[DATA SUPPLIED]:
######

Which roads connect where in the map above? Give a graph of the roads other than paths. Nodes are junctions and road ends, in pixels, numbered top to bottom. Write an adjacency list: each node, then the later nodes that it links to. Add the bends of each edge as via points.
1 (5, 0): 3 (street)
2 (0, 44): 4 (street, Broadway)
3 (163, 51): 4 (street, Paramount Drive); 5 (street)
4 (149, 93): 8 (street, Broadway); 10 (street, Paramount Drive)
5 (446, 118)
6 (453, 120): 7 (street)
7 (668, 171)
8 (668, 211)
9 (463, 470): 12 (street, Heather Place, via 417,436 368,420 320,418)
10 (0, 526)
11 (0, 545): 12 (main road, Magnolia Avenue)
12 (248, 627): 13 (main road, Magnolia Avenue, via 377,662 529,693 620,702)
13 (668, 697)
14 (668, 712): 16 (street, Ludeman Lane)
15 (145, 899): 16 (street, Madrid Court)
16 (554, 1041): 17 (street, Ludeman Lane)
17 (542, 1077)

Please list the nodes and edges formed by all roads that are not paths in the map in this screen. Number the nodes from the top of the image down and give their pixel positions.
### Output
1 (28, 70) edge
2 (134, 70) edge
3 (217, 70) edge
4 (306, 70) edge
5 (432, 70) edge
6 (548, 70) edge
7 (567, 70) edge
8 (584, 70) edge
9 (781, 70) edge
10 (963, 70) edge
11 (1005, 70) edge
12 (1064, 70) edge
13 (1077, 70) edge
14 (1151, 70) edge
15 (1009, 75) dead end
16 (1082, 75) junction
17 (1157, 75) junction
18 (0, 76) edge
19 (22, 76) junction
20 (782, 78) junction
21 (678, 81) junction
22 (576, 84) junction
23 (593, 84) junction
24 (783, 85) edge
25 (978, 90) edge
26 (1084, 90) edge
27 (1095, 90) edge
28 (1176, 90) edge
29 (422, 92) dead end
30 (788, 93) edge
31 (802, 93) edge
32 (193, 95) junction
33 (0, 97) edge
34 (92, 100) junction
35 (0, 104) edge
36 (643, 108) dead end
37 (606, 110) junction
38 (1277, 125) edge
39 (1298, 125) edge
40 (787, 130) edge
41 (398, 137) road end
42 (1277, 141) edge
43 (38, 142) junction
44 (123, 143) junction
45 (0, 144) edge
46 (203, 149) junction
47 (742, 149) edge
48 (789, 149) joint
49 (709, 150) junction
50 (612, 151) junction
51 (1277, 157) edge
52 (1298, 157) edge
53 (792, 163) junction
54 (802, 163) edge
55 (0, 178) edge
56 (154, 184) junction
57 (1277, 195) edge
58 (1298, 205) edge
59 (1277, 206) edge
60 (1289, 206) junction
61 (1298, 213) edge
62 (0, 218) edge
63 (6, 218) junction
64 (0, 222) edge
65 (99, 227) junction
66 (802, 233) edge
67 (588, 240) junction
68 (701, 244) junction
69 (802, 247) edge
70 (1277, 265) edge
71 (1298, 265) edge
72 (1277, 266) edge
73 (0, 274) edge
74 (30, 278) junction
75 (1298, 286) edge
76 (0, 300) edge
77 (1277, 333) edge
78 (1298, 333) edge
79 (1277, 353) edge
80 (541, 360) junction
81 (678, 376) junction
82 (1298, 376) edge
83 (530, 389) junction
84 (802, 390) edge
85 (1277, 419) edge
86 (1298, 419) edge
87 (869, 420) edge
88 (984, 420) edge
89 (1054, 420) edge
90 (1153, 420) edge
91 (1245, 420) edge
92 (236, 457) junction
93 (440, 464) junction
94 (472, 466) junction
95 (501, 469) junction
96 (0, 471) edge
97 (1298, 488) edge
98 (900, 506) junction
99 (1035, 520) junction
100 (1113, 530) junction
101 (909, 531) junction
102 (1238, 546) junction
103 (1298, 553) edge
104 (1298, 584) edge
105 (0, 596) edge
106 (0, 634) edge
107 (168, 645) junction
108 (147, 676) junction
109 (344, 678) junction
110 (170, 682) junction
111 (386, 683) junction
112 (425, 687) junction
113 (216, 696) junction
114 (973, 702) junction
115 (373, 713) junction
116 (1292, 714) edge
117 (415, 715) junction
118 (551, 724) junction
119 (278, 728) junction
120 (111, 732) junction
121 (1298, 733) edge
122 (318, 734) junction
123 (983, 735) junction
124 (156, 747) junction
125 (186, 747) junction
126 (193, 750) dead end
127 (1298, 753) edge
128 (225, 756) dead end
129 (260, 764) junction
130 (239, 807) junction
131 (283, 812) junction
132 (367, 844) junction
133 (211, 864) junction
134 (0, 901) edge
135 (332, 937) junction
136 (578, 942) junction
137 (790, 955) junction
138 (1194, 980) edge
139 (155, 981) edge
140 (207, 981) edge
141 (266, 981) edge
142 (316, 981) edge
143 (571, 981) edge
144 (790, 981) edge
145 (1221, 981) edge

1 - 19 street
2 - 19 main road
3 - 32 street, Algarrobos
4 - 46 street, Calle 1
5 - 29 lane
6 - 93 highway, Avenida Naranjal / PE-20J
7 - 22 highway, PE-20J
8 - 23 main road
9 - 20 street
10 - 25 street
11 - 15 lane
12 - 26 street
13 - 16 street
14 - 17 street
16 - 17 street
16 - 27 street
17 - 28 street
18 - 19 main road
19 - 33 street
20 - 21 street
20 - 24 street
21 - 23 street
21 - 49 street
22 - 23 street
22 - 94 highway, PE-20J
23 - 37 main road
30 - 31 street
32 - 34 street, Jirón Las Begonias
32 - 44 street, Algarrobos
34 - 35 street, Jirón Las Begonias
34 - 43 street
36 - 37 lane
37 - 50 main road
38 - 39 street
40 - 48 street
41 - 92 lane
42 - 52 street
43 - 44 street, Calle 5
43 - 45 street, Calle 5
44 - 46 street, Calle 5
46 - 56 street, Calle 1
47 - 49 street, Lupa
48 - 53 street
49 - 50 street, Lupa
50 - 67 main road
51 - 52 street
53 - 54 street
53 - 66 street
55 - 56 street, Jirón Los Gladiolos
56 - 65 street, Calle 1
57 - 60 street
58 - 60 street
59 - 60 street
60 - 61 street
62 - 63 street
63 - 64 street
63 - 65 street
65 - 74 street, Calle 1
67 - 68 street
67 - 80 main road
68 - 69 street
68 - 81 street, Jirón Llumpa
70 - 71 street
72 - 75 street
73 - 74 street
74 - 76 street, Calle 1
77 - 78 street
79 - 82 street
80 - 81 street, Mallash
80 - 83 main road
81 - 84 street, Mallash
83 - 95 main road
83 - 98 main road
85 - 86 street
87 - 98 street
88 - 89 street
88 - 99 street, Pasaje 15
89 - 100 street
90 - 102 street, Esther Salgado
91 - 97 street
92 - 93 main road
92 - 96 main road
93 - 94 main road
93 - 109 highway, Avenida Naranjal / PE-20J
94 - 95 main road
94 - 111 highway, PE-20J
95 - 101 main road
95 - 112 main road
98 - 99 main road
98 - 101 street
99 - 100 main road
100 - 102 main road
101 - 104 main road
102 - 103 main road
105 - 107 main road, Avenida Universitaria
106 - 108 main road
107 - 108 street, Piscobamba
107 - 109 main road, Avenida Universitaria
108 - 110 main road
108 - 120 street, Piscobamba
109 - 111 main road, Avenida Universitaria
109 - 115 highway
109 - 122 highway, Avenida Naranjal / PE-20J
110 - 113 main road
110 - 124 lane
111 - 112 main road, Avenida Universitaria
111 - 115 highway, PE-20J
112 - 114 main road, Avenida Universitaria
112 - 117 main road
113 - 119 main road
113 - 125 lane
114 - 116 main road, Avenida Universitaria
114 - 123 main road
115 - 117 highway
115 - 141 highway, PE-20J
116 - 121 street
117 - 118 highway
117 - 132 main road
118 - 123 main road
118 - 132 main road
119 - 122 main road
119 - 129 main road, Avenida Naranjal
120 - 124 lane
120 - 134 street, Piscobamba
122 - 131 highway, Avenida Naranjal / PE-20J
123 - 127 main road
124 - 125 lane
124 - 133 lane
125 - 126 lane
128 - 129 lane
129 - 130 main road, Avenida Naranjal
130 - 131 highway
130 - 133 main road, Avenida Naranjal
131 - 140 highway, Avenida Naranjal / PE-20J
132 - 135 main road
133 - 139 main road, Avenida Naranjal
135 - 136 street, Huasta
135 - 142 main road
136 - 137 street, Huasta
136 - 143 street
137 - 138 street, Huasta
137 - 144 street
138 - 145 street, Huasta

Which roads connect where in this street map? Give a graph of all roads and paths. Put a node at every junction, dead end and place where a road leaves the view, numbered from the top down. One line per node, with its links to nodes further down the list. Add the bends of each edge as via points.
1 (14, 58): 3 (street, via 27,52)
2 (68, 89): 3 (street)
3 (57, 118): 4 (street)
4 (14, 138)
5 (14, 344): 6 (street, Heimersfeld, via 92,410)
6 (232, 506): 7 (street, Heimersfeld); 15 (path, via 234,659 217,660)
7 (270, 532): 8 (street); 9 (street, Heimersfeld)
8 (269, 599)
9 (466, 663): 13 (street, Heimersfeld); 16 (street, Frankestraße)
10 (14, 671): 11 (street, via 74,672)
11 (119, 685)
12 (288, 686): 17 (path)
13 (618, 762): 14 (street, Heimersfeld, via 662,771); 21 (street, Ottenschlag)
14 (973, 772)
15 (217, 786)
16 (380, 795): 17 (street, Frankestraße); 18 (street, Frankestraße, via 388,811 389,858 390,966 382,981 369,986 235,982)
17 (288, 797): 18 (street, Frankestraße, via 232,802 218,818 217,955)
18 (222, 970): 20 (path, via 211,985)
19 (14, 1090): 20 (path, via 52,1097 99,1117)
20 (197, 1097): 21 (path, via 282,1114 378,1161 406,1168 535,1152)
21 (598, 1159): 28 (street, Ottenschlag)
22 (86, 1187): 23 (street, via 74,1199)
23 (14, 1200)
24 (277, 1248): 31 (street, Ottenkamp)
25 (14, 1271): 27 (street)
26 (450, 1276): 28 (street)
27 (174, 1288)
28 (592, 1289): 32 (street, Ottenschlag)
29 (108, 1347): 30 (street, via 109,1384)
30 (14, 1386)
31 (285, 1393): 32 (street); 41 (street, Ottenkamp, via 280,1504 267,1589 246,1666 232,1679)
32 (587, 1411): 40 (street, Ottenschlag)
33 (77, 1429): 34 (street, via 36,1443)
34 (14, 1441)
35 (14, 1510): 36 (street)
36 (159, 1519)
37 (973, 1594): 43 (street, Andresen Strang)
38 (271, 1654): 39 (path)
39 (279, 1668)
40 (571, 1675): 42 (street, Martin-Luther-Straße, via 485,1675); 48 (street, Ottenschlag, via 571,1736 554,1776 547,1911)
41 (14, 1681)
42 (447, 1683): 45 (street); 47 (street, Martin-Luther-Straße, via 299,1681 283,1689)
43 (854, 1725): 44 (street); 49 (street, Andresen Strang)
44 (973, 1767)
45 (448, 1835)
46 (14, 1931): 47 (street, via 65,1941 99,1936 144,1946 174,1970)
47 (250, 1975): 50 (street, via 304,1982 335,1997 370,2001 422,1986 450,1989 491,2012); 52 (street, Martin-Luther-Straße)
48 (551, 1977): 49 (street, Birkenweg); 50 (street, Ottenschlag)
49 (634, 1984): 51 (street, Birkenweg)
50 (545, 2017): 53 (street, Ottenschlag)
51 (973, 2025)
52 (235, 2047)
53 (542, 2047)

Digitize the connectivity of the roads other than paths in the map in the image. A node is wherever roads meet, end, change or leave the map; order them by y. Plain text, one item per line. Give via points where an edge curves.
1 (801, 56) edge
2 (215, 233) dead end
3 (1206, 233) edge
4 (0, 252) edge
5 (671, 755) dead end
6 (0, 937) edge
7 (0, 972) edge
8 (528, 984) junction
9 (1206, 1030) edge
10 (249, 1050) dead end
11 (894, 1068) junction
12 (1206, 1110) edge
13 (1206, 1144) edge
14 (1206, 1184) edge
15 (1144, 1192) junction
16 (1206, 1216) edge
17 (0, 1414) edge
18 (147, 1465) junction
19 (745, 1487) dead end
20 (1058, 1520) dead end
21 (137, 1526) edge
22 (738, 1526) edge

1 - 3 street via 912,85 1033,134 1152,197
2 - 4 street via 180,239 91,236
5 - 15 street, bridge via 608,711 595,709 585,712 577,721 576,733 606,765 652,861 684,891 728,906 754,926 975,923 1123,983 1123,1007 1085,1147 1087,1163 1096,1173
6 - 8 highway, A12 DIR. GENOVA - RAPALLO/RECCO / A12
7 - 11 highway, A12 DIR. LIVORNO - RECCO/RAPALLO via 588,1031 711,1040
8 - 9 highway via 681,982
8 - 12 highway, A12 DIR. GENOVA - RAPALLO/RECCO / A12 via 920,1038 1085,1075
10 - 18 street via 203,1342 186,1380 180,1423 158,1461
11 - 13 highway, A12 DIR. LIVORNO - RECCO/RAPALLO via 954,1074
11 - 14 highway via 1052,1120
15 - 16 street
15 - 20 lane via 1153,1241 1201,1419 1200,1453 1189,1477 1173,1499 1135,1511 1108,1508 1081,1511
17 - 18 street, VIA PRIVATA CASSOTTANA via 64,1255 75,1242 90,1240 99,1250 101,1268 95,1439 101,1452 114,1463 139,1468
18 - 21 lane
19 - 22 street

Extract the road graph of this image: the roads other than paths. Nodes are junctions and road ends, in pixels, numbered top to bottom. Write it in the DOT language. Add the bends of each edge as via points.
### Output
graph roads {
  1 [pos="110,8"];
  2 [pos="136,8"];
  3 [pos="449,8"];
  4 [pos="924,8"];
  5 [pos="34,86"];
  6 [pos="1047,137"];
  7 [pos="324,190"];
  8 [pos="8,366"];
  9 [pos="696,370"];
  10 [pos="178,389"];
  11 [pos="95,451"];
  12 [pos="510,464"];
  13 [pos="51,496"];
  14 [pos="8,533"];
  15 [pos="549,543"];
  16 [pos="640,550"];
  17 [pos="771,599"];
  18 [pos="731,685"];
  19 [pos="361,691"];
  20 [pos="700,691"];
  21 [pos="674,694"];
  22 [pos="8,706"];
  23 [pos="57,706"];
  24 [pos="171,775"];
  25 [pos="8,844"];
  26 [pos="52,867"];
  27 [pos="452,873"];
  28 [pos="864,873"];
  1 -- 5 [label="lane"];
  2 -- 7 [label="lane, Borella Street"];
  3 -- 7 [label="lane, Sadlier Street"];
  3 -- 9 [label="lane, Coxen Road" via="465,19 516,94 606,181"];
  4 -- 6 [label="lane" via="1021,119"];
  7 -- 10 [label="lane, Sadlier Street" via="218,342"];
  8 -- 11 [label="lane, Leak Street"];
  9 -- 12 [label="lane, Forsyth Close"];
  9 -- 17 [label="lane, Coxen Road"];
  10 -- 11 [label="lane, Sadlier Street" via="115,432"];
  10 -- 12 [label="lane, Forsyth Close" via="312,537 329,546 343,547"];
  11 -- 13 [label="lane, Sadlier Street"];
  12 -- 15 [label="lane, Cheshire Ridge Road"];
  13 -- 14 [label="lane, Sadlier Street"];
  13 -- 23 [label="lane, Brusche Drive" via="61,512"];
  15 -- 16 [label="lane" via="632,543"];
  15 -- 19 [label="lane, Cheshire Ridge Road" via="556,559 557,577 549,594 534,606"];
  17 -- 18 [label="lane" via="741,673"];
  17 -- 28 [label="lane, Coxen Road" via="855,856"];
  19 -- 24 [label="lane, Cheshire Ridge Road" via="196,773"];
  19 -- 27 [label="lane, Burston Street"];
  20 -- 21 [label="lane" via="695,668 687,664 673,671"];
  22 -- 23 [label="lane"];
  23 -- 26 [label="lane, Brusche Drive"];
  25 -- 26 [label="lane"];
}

######

[BRIEF]: Beginning with the first line of the records above, reproduce each line exactly, ending at the line that contains "Please list the", and leave out everything else.

[SOLUTION FOR THIS TASK]:
Which roads connect where in the map above? Give a graph of the roads other than paths. Nodes are junctions and road ends, in pixels, numbered top to bottom. Write an adjacency list: each node, then the later nodes that it links to. Add the bends of each edge as via points.
1 (5, 0): 3 (street)
2 (0, 44): 4 (street, Broadway)
3 (163, 51): 4 (street, Paramount Drive); 5 (street)
4 (149, 93): 8 (street, Broadway); 10 (street, Paramount Drive)
5 (446, 118)
6 (453, 120): 7 (street)
7 (668, 171)
8 (668, 211)
9 (463, 470): 12 (street, Heather Place, via 417,436 368,420 320,418)
10 (0, 526)
11 (0, 545): 12 (main road, Magnolia Avenue)
12 (248, 627): 13 (main road, Magnolia Avenue, via 377,662 529,693 620,702)
13 (668, 697)
14 (668, 712): 16 (street, Ludeman Lane)
15 (145, 899): 16 (street, Madrid Court)
16 (554, 1041): 17 (street, Ludeman Lane)
17 (542, 1077)

Please list the nodes and edges formed by all roads that are not paths in the map in this screen. Number the nodes from the top of the image down and give their pixel positions.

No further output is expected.